▶ Recorded information
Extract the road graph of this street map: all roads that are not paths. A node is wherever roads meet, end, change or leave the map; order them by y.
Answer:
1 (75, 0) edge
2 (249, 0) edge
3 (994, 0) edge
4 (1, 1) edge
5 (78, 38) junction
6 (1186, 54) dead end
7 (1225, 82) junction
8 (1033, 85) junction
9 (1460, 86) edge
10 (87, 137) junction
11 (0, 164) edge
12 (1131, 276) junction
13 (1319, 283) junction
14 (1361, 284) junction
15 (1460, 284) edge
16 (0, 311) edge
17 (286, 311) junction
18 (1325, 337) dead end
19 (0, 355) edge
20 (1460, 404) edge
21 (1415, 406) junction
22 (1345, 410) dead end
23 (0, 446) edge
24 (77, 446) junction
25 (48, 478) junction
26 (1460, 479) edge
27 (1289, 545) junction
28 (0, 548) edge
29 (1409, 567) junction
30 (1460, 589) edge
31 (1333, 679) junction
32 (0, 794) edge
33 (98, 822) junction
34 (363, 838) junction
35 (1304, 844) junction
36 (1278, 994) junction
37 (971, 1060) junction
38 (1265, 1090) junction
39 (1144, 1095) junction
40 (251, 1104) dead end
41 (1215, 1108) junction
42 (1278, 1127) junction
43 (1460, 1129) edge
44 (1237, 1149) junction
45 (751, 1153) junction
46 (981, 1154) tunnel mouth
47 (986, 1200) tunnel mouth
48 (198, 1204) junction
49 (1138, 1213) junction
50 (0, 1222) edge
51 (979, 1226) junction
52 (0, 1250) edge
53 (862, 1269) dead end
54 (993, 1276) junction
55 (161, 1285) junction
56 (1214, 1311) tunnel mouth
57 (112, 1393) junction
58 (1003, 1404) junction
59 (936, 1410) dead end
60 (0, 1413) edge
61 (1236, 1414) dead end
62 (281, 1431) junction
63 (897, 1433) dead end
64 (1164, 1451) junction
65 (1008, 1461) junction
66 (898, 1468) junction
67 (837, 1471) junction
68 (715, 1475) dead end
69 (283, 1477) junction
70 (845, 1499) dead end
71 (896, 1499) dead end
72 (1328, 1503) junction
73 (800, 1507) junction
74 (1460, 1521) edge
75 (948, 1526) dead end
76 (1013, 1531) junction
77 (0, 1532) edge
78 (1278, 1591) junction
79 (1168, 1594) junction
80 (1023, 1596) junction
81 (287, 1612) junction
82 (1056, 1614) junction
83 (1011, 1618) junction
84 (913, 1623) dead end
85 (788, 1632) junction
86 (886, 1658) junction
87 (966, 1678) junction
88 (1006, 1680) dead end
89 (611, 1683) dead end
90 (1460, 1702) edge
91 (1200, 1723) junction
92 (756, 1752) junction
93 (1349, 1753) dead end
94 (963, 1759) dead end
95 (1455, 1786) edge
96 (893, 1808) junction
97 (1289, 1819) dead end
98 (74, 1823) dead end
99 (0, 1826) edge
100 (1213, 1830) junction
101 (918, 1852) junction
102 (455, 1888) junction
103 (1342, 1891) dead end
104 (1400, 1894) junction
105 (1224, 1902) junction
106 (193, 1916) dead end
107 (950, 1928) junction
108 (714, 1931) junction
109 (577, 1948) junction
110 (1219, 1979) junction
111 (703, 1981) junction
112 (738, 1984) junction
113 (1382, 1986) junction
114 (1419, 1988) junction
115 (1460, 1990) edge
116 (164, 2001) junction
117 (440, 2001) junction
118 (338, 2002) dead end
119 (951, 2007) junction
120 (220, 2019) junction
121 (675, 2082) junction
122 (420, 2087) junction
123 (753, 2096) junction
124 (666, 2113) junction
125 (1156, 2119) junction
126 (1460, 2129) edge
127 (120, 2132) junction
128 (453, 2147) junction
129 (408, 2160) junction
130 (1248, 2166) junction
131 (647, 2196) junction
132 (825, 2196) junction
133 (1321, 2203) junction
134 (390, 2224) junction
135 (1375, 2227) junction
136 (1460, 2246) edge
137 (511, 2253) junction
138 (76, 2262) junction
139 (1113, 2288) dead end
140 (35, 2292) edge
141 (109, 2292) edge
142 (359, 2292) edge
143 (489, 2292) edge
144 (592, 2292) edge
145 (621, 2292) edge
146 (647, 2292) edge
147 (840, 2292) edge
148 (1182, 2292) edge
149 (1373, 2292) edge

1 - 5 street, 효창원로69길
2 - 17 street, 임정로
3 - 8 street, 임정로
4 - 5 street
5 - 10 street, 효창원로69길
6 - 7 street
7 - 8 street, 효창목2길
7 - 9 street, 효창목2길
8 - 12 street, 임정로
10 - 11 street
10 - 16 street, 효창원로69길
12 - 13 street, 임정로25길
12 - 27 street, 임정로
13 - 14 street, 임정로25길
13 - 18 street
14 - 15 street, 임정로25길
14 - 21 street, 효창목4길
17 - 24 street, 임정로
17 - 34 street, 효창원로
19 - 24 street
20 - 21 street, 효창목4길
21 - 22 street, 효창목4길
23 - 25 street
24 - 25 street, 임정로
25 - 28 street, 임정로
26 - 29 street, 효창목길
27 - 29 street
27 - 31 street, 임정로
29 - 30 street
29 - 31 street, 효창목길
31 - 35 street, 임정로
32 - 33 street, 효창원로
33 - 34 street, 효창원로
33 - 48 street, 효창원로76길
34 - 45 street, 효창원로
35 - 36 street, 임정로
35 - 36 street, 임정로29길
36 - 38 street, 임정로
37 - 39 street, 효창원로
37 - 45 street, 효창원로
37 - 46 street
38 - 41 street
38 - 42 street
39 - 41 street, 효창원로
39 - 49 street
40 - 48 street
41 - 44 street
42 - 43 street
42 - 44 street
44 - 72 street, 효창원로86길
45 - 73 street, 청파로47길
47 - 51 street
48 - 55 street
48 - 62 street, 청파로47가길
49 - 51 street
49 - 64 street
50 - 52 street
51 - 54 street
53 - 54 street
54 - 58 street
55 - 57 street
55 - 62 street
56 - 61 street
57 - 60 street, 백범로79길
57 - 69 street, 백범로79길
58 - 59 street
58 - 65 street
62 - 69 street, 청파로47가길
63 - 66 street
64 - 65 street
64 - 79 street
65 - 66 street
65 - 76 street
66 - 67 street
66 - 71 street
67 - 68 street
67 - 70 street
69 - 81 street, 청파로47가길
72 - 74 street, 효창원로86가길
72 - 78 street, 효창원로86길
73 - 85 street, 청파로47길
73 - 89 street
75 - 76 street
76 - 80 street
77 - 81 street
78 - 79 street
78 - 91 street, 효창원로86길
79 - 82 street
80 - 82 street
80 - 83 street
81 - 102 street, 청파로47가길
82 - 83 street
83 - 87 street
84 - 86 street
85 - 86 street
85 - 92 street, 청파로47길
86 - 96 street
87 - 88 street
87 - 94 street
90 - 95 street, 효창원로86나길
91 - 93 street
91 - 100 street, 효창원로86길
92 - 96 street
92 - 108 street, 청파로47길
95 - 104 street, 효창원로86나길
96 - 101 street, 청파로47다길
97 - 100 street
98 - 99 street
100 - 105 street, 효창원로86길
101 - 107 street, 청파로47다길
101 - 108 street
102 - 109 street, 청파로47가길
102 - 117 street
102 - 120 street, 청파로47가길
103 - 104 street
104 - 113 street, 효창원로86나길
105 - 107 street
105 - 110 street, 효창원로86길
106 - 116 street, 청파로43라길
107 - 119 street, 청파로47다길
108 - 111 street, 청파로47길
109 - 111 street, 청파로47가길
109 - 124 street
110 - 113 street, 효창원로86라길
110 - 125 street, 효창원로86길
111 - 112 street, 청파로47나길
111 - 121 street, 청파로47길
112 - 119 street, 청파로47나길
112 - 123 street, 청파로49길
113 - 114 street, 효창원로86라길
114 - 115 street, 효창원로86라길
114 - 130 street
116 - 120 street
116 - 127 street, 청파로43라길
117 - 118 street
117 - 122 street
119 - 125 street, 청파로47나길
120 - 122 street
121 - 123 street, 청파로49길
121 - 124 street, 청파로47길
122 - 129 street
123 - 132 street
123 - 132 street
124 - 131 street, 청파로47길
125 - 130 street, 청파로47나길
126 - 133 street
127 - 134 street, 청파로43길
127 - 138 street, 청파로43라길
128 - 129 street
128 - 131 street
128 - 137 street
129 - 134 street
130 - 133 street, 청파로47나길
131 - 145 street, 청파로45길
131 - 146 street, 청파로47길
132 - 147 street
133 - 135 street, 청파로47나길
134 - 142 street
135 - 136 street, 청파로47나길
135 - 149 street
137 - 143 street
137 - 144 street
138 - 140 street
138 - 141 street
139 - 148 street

▶ What you should do
Given the word "tunnel", show every line of the records that contains it.

▶ Task output
46 (981, 1154) tunnel mouth
47 (986, 1200) tunnel mouth
56 (1214, 1311) tunnel mouth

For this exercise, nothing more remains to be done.